### Instructions to follow
In the records below, find each line with "name" and copy it.

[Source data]
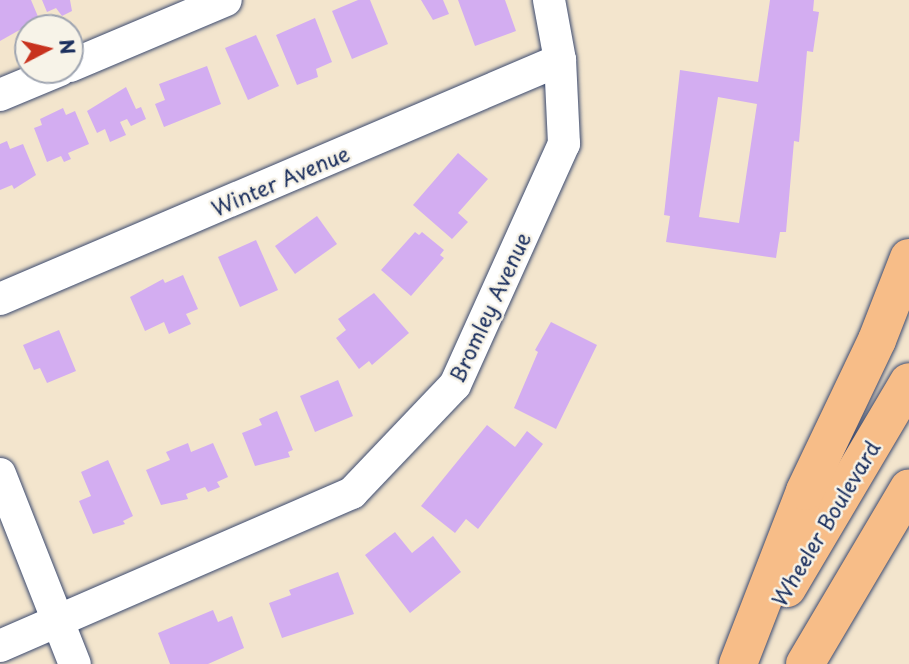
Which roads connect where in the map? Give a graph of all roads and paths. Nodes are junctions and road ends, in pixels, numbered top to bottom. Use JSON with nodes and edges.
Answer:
{"nodes":[{"id":1,"x":226,"y":0,"type":"edge"},
{"id":2,"x":549,"y":0,"type":"edge"},
{"id":3,"x":84,"y":60,"type":"edge"},
{"id":4,"x":560,"y":60,"type":"junction"},
{"id":5,"x":26,"y":84,"type":"edge"},
{"id":6,"x":0,"y":95,"type":"edge"},
{"id":7,"x":909,"y":258,"type":"edge"},
{"id":8,"x":0,"y":299,"type":"edge"},
{"id":9,"x":909,"y":382,"type":"edge"},
{"id":10,"x":0,"y":474,"type":"edge"},
{"id":11,"x":909,"y":488,"type":"edge"},
{"id":12,"x":57,"y":621,"type":"junction"},
{"id":13,"x":0,"y":646,"type":"edge"},
{"id":14,"x":75,"y":664,"type":"edge"},
{"id":15,"x":740,"y":664,"type":"edge"},
{"id":16,"x":806,"y":664,"type":"edge"}],
"edges":[{"from":1,"to":3,"type":"street"},
{"from":2,"to":4,"type":"street","name":"Bromley Avenue"},
{"from":4,"to":8,"type":"street","name":"Winter Avenue"},
{"from":4,"to":12,"type":"street","name":"Bromley Avenue"},
{"from":5,"to":6,"type":"street"},
{"from":7,"to":15,"type":"highway"},
{"from":9,"to":15,"type":"highway","name":"Wheeler Boulevard"},
{"from":10,"to":12,"type":"street"},
{"from":11,"to":16,"type":"highway"},
{"from":12,"to":13,"type":"street","name":"Bromley Avenue"},
{"from":12,"to":14,"type":"street"}]}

### Solution to this exercise
{"from":2,"to":4,"type":"street","name":"Bromley Avenue"},
{"from":4,"to":8,"type":"street","name":"Winter Avenue"},
{"from":4,"to":12,"type":"street","name":"Bromley Avenue"},
{"from":9,"to":15,"type":"highway","name":"Wheeler Boulevard"},
{"from":12,"to":13,"type":"street","name":"Bromley Avenue"},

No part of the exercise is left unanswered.